Il prezzo attuale della memoria è circa cinque volte quello dello stesso periodo dell’anno scorso; il costo della memoria per i dispositivi entry-level ha già raggiunto circa 1.500 RMB, determinando un incremento di prezzo di questi modelli sopra i 2.000 RMB. Il management si attende che l’aumento su base trimestrale dei prezzi della memoria si attenui nel terzo trimestre e diminuisca ulteriormente nel quarto.
La business unit dei veicoli elettrici ha invece superato le aspettative. Nel secondo trimestre sono stati consegnati 104.200 veicoli, superando la previsione di 90.000 unità, con un margine lordo del segmento del 19,2% e una perdita settoriale di 2,6 miliardi di RMB. Il focus del mercato è ora sulla SUV Range-Extended SkyNomad, la cui presentazione è prevista per settembre: questo modello si posiziona in modo differente rispetto agli attuali SU7 e YU7. Il management afferma che i primi feedback dal mercato sono positivi, ma il margine lordo finale dipenderà dalla strategia di pricing. Barclays prevede per il 2026 una consegna totale di veicoli elettrici pari a 450.000 unità, sotto il target fissato dall’azienda a inizio anno di 550.000 unità.
Espansione internazionale IoT, a compensazione della fine degli incentivi in patria
I ricavi della divisione IoT e prodotti di consumo sono calati del 19,2% nel secondo trimestre su base annua, principalmente a causa dell’effetto base elevato determinato dai consistenti incentivi statali cinesi a partire dal quarto trimestre 2024. Barclays stima che questa divisione potrebbe tornare a una crescita su base annua già nel terzo trimestre del 2026.
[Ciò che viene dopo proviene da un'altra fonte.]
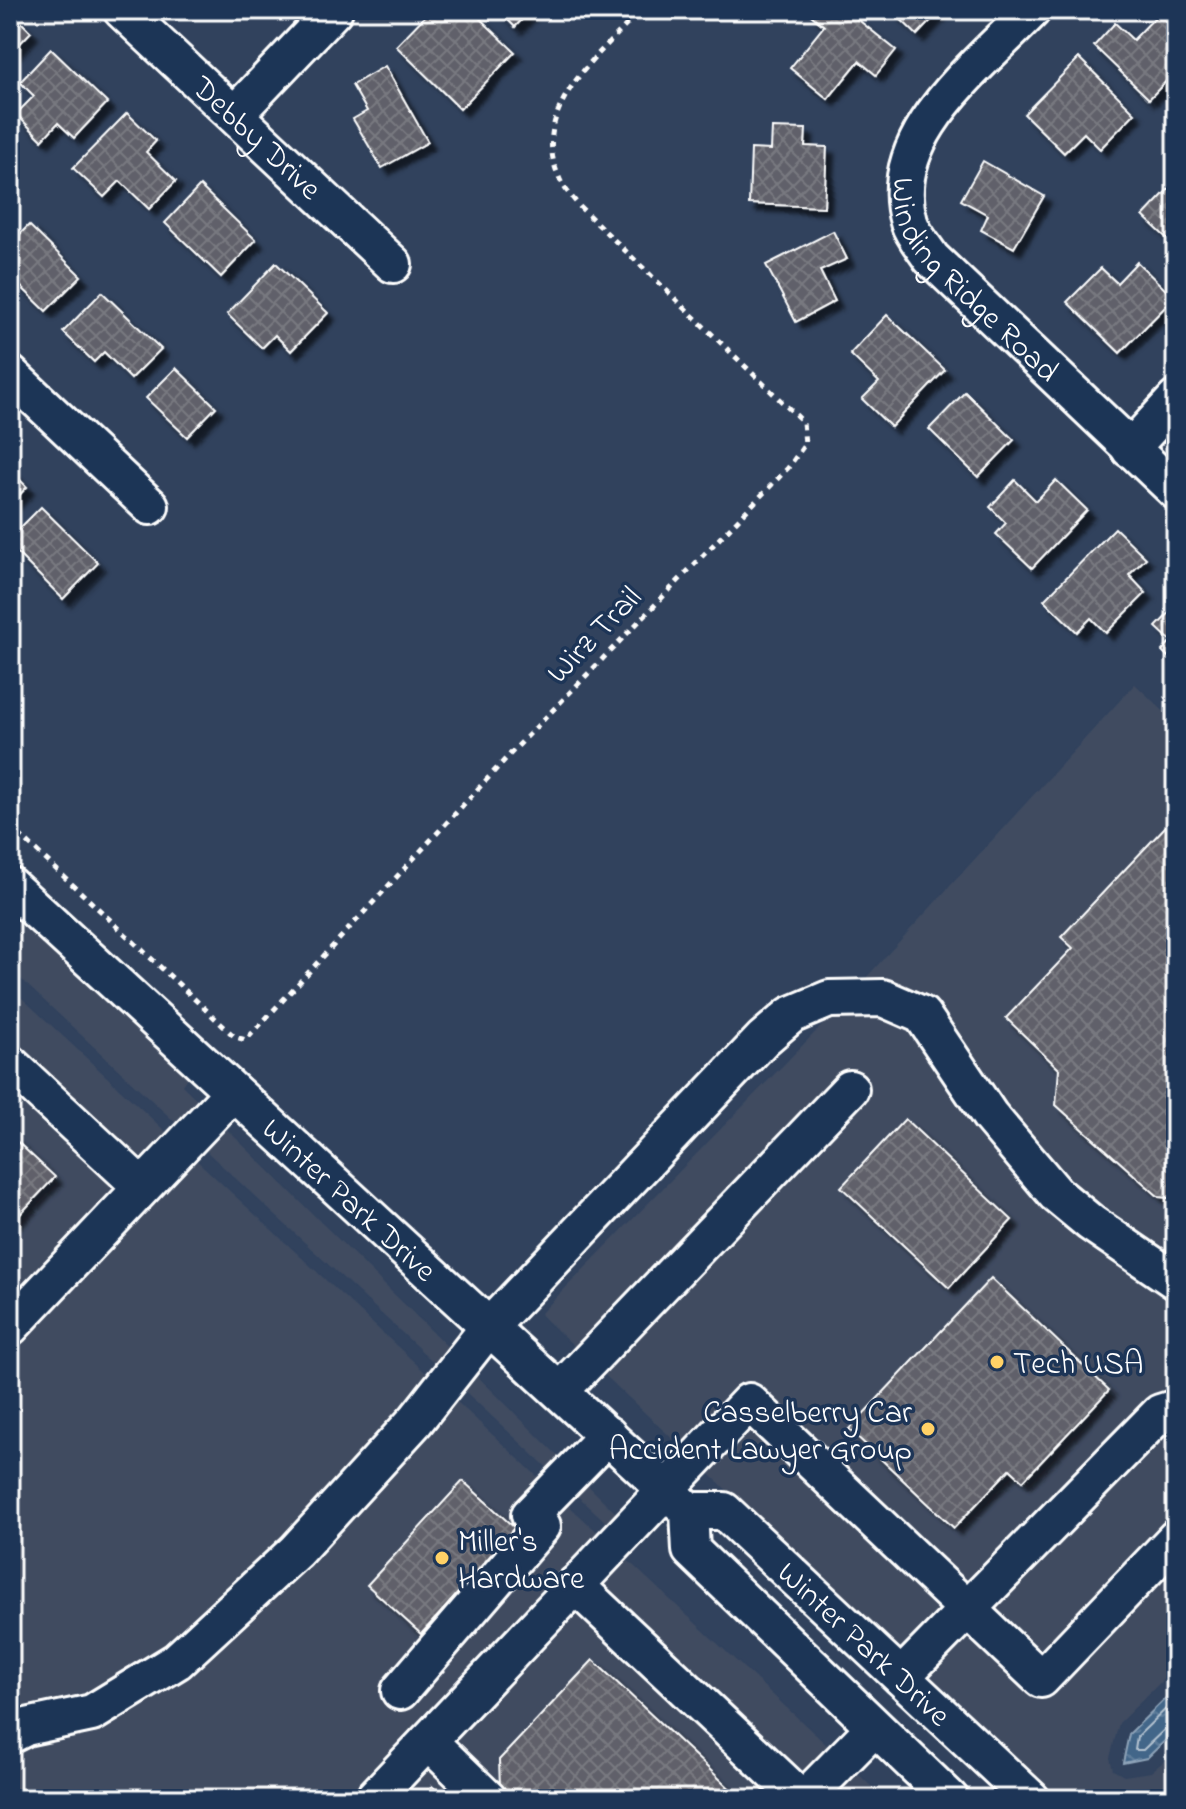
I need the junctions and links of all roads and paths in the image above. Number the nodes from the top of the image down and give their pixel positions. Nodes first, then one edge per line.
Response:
1 (122, 10) edge
2 (334, 10) edge
3 (641, 10) edge
4 (1032, 10) edge
5 (235, 114) junction
6 (393, 264) dead end
7 (10, 374) edge
8 (1176, 399) edge
9 (1130, 449) junction
10 (1176, 491) edge
11 (150, 506) dead end
12 (10, 826) edge
13 (12, 890) edge
14 (10, 1064) edge
15 (850, 1089) dead end
16 (233, 1092) junction
17 (142, 1187) junction
18 (1176, 1281) edge
19 (10, 1327) edge
20 (489, 1327) junction
21 (560, 1391) junction
22 (1176, 1408) edge
23 (608, 1435) junction
24 (679, 1500) junction
25 (1176, 1538) edge
26 (575, 1585) junction
27 (969, 1609) junction
28 (901, 1677) junction
29 (400, 1691) dead end
30 (874, 1728) junction
31 (10, 1735) edge
32 (428, 1741) junction
33 (373, 1799) edge
34 (488, 1799) edge
35 (803, 1799) edge
36 (950, 1799) edge
37 (1031, 1799) edge

1 - 5 street, Debby Drive
2 - 5 street
3 - 12 path, Wirz Trail
4 - 9 street, Winding Ridge Road
5 - 6 street, Debby Drive
7 - 11 street
8 - 9 street
9 - 10 street, Winding Ridge Road
13 - 16 street, Winter Park Drive
14 - 17 street
15 - 21 street
16 - 17 street
16 - 20 street, Winter Park Drive
17 - 19 street
18 - 20 street
20 - 21 street, Winter Park Drive
20 - 31 street
21 - 23 street, Winter Park Drive
22 - 27 street
23 - 24 street, Winter Park Drive
23 - 29 street
24 - 26 street
24 - 27 street
24 - 28 street, Winter Park Drive
24 - 30 street, Winter Park Drive
25 - 27 street
26 - 32 street
26 - 35 street
27 - 28 street
28 - 37 street, Winter Park Drive
30 - 35 street
30 - 36 street, Winter Park Drive
32 - 33 street
32 - 34 street

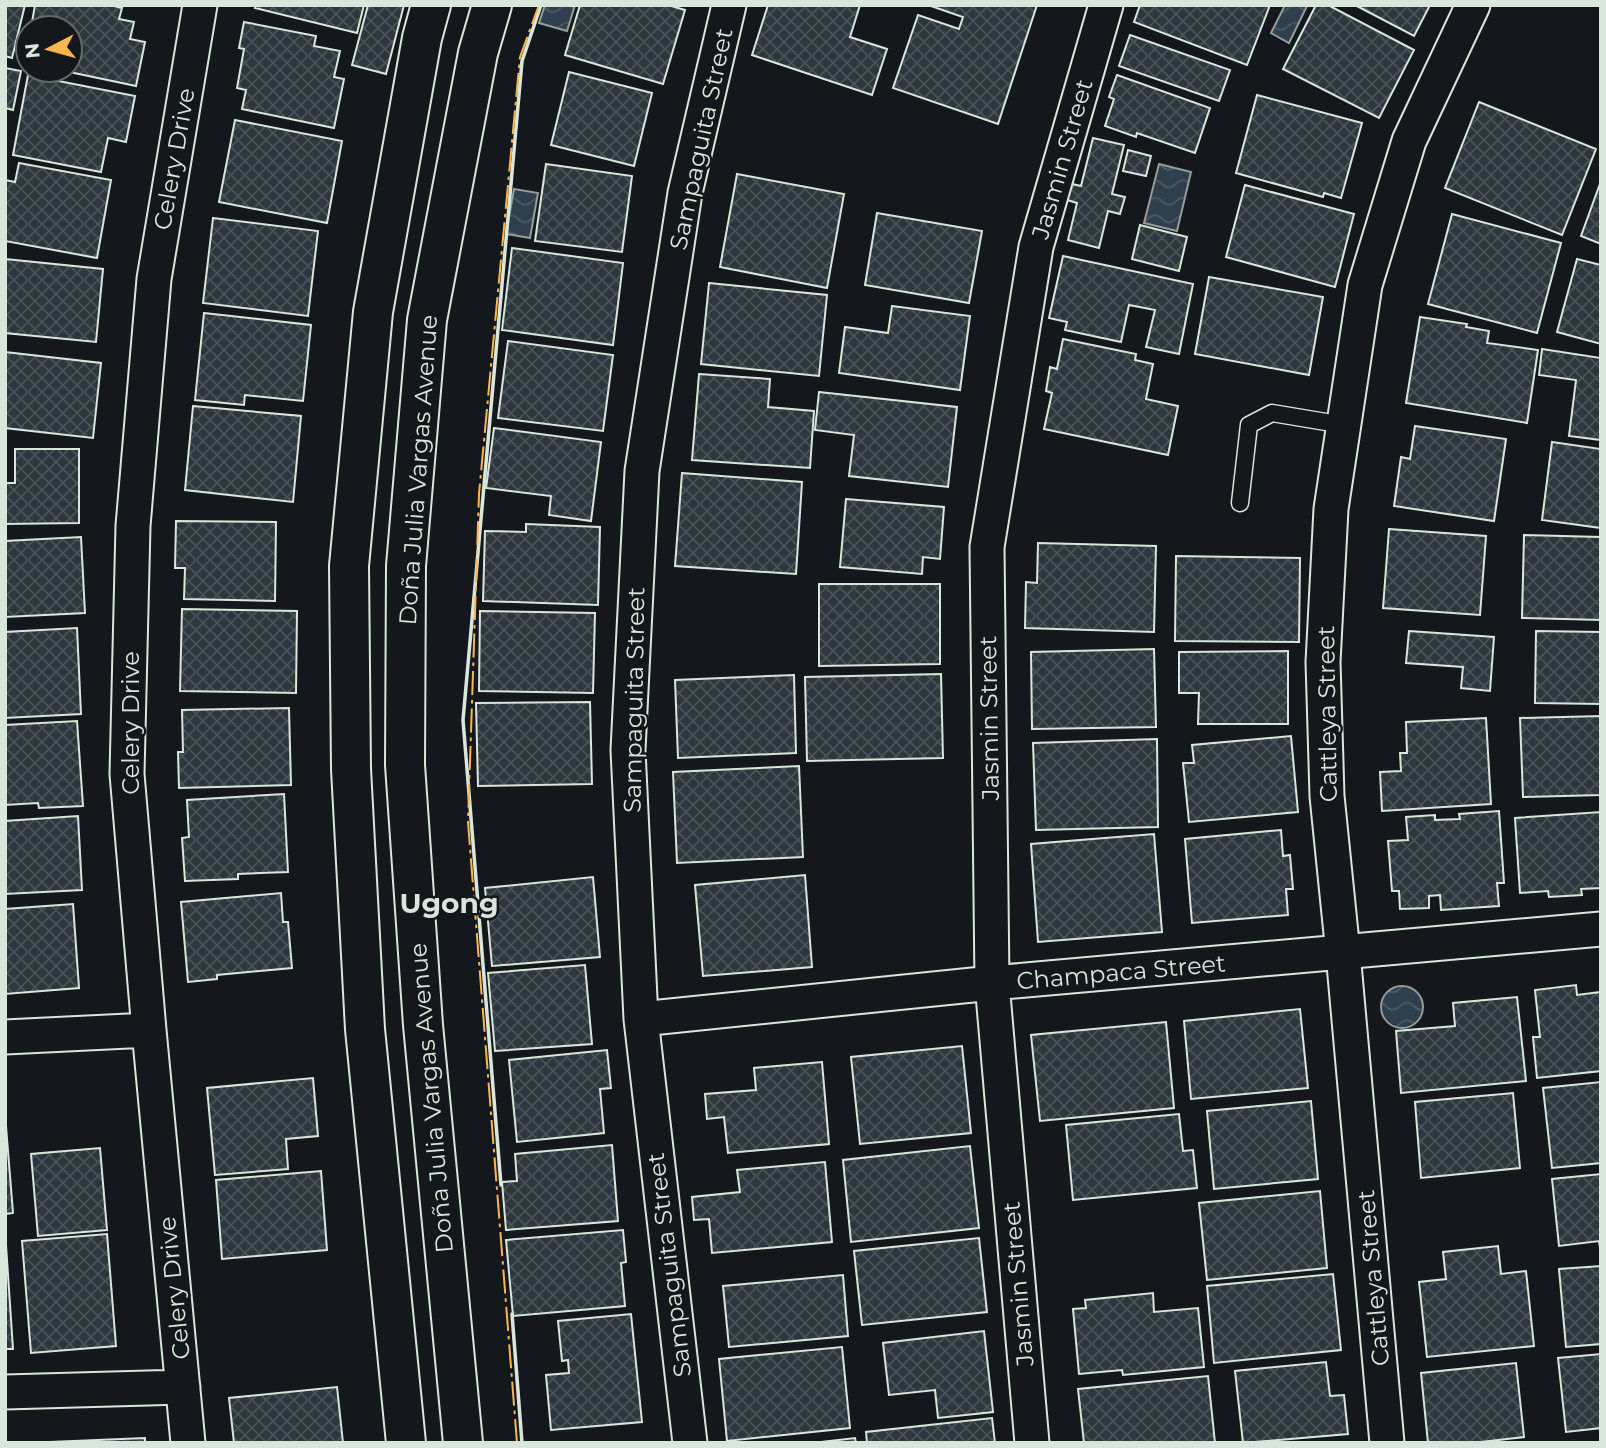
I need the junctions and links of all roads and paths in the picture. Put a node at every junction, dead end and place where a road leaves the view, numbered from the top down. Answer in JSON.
{"nodes":[{"id":1,"x":200,"y":5,"type":"edge"},
{"id":2,"x":431,"y":5,"type":"edge"},
{"id":3,"x":492,"y":5,"type":"edge"},
{"id":4,"x":729,"y":5,"type":"edge"},
{"id":5,"x":1106,"y":5,"type":"edge"},
{"id":6,"x":1473,"y":5,"type":"edge"},
{"id":7,"x":1344,"y":425,"type":"junction"},
{"id":8,"x":1240,"y":503,"type":"dead end"},
{"id":9,"x":1601,"y":929,"type":"edge"},
{"id":10,"x":1343,"y":953,"type":"junction"},
{"id":11,"x":992,"y":983,"type":"junction"},
{"id":12,"x":641,"y":1020,"type":"junction"},
{"id":13,"x":149,"y":1030,"type":"junction"},
{"id":14,"x":5,"y":1037,"type":"edge"},
{"id":15,"x":183,"y":1387,"type":"junction"},
{"id":16,"x":5,"y":1392,"type":"edge"},
{"id":17,"x":188,"y":1443,"type":"edge"},
{"id":18,"x":406,"y":1443,"type":"edge"},
{"id":19,"x":463,"y":1443,"type":"edge"},
{"id":20,"x":690,"y":1443,"type":"edge"},
{"id":21,"x":1032,"y":1443,"type":"edge"},
{"id":22,"x":1387,"y":1443,"type":"edge"}],
"edges":[{"from":1,"to":13,"type":"street","name":"Celery Drive"},
{"from":2,"to":18,"type":"main road"},
{"from":3,"to":19,"type":"main road","name":"Doña Julia Vargas Avenue"},
{"from":4,"to":12,"type":"street","name":"Sampaguita Street"},
{"from":5,"to":11,"type":"street","name":"Jasmin Street"},
{"from":6,"to":7,"type":"street","name":"Cattleya Street"},
{"from":7,"to":8,"type":"lane"},
{"from":7,"to":10,"type":"street","name":"Cattleya Street"},
{"from":9,"to":10,"type":"street","name":"Champaca Street"},
{"from":10,"to":11,"type":"street","name":"Champaca Street"},
{"from":10,"to":22,"type":"street","name":"Cattleya Street"},
{"from":11,"to":12,"type":"street","name":"Champaca Street"},
{"from":11,"to":21,"type":"street","name":"Jasmin Street"},
{"from":12,"to":20,"type":"street","name":"Sampaguita Street"},
{"from":13,"to":14,"type":"street"},
{"from":13,"to":15,"type":"street","name":"Celery Drive"},
{"from":15,"to":16,"type":"street"},
{"from":15,"to":17,"type":"street","name":"Celery Drive"}]}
Il mercato internazionale rappresenta una forza di compensazione chiave per il business IoT. Attualmente, Xiaomi conta oltre 640 punti vendita fuori dalla Cina, con l’obiettivo di arrivare a circa 1.000 negozi entro la fine del 2026. Il management considera il retail fisico un drive essenziale per la penetrazione dell’ecosistema, specialmente per gli smartphone di fascia alta e i prodotti IoT di valore elevato. Barclays stima che la quota di fatturato estero della divisione IoT si attesti tra il 20% e il 30%, con margini di profitto superiori.
Barclays valuta il core business di Xiaomi (escluso quello dei veicoli elettrici) con un multiplo EV/EBITDA 2027 atteso di 10 volte. Per il segmento dei veicoli elettrici considera invece un multiplo di 20 volte; da ciò deriva un target price per ADR di 30 dollari per azione. In uno scenario positivo, i due business riceverebbero rispettivamente una valutazione di 10x e 25x, portando a un target di 34$; nello scenario negativo, la valutazione scenderebbe a 5x e 10x, con un target price di 16$. Barclays ha leggermente ridotto le previsioni di utile netto rettificato per il 2026 a 24,2 miliardi di RMB, riflettendo pressione sui costi della memoria, ma ha alzato le stime di ricavo, in particolare grazie alla spinta della divisione veicoli elettrici.